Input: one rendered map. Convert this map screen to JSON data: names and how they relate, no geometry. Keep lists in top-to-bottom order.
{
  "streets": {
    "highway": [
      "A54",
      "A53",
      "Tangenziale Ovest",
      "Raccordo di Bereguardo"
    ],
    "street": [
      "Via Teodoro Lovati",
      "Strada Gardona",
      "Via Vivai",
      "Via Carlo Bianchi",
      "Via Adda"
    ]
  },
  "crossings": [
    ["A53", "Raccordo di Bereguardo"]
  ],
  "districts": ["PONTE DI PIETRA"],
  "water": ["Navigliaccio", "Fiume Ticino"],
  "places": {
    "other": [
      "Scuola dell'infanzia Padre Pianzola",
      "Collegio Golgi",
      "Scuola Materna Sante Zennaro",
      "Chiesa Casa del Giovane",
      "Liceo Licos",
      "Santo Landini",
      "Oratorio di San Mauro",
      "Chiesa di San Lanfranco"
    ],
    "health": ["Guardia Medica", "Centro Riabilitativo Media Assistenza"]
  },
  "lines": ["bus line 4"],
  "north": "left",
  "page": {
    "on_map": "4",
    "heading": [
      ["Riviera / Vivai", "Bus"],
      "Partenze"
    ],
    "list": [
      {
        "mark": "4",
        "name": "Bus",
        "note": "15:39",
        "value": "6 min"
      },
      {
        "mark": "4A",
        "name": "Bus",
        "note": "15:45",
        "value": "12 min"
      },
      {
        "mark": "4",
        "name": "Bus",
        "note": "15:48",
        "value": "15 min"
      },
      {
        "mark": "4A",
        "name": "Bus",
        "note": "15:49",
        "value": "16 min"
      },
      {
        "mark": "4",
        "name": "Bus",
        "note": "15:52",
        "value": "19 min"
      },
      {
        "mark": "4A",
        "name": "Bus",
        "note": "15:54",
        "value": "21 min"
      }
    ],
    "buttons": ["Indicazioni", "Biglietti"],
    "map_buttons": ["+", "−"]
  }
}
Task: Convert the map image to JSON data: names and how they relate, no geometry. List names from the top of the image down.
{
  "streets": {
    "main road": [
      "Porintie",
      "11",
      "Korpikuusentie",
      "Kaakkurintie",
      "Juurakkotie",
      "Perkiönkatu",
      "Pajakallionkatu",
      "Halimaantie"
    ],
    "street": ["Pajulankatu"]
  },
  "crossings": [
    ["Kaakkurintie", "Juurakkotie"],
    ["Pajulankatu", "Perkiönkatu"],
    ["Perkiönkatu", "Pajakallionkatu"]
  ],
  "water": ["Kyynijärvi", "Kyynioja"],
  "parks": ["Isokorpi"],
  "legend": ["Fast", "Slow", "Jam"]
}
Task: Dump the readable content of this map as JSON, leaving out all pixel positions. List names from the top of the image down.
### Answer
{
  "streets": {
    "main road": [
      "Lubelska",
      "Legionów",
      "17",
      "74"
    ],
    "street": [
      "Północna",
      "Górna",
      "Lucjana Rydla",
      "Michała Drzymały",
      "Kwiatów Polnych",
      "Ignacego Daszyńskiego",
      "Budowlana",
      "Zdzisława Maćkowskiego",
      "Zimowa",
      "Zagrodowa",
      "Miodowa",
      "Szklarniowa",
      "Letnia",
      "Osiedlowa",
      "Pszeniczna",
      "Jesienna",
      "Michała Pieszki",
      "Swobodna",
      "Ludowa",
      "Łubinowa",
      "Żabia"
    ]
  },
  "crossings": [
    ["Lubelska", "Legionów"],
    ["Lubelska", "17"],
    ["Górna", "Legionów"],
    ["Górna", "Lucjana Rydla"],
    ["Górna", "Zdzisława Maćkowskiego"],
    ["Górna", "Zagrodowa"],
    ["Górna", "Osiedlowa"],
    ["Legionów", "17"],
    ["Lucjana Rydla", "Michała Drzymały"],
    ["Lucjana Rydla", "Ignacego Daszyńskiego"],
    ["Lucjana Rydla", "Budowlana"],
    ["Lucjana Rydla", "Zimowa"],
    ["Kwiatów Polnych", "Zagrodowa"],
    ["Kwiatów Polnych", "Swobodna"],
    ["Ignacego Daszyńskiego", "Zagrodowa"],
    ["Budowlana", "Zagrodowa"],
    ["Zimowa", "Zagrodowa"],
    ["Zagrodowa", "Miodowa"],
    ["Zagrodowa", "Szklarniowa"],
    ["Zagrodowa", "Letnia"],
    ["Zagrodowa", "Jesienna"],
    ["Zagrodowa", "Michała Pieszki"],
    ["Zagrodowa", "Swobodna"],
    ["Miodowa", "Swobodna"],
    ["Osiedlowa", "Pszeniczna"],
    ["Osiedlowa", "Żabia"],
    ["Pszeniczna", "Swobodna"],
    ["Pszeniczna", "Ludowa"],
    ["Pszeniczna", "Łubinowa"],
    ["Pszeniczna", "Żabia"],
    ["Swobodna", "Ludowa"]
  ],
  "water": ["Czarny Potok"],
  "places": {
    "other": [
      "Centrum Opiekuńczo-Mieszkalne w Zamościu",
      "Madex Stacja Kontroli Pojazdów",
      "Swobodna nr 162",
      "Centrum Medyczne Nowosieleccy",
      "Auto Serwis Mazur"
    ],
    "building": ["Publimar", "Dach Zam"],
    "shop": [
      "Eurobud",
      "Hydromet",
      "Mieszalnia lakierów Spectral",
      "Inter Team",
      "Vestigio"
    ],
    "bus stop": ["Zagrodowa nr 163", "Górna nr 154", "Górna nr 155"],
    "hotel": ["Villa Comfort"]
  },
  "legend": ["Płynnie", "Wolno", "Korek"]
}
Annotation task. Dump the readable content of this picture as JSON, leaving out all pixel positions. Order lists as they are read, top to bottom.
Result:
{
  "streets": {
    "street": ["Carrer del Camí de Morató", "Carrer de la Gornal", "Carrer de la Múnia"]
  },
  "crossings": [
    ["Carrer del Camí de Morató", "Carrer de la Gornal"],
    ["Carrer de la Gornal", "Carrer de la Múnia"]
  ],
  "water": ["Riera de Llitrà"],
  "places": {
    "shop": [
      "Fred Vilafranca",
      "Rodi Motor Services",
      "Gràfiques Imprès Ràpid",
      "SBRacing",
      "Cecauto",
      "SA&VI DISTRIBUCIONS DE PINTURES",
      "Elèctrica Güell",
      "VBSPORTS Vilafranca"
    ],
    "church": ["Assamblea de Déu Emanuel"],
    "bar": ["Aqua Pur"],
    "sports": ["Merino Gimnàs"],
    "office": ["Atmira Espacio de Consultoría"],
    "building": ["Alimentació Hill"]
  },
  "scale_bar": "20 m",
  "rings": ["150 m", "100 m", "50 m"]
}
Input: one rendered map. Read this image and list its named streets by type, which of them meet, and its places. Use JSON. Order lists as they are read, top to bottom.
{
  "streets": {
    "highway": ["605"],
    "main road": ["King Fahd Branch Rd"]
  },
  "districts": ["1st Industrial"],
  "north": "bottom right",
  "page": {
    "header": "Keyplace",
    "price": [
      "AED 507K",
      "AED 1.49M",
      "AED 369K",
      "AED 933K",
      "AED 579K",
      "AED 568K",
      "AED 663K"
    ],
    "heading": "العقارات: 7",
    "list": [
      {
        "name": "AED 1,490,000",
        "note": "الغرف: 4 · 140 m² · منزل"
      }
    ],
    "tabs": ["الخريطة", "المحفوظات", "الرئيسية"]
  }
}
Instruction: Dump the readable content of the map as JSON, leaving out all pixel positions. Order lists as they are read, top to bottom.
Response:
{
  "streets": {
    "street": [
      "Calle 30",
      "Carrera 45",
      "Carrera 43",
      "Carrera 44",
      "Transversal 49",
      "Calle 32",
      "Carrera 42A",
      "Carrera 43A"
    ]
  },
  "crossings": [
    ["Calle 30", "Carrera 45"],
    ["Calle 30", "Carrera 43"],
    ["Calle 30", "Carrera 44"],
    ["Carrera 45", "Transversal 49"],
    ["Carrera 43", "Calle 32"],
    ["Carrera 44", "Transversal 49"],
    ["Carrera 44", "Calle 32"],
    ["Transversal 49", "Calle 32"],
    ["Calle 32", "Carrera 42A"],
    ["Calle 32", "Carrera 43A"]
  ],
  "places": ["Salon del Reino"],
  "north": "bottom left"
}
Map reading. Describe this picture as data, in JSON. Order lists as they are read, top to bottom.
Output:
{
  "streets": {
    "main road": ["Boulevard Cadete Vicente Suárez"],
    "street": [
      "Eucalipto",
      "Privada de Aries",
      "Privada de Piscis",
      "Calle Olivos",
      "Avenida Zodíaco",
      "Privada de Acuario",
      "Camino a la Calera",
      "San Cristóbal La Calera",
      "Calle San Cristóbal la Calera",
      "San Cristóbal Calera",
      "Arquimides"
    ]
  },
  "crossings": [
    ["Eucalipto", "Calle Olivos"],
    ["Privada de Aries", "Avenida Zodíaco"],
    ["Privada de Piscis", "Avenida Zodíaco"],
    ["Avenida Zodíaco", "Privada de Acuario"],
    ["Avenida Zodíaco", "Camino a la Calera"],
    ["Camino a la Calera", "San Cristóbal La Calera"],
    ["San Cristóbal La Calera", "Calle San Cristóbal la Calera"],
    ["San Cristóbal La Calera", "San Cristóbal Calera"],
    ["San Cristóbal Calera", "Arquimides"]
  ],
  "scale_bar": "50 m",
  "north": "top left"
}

TASK DETAILS:
Among the lines above, tally those containing the string "positions" and give only the result.

WRITTEN SOLUTION:
3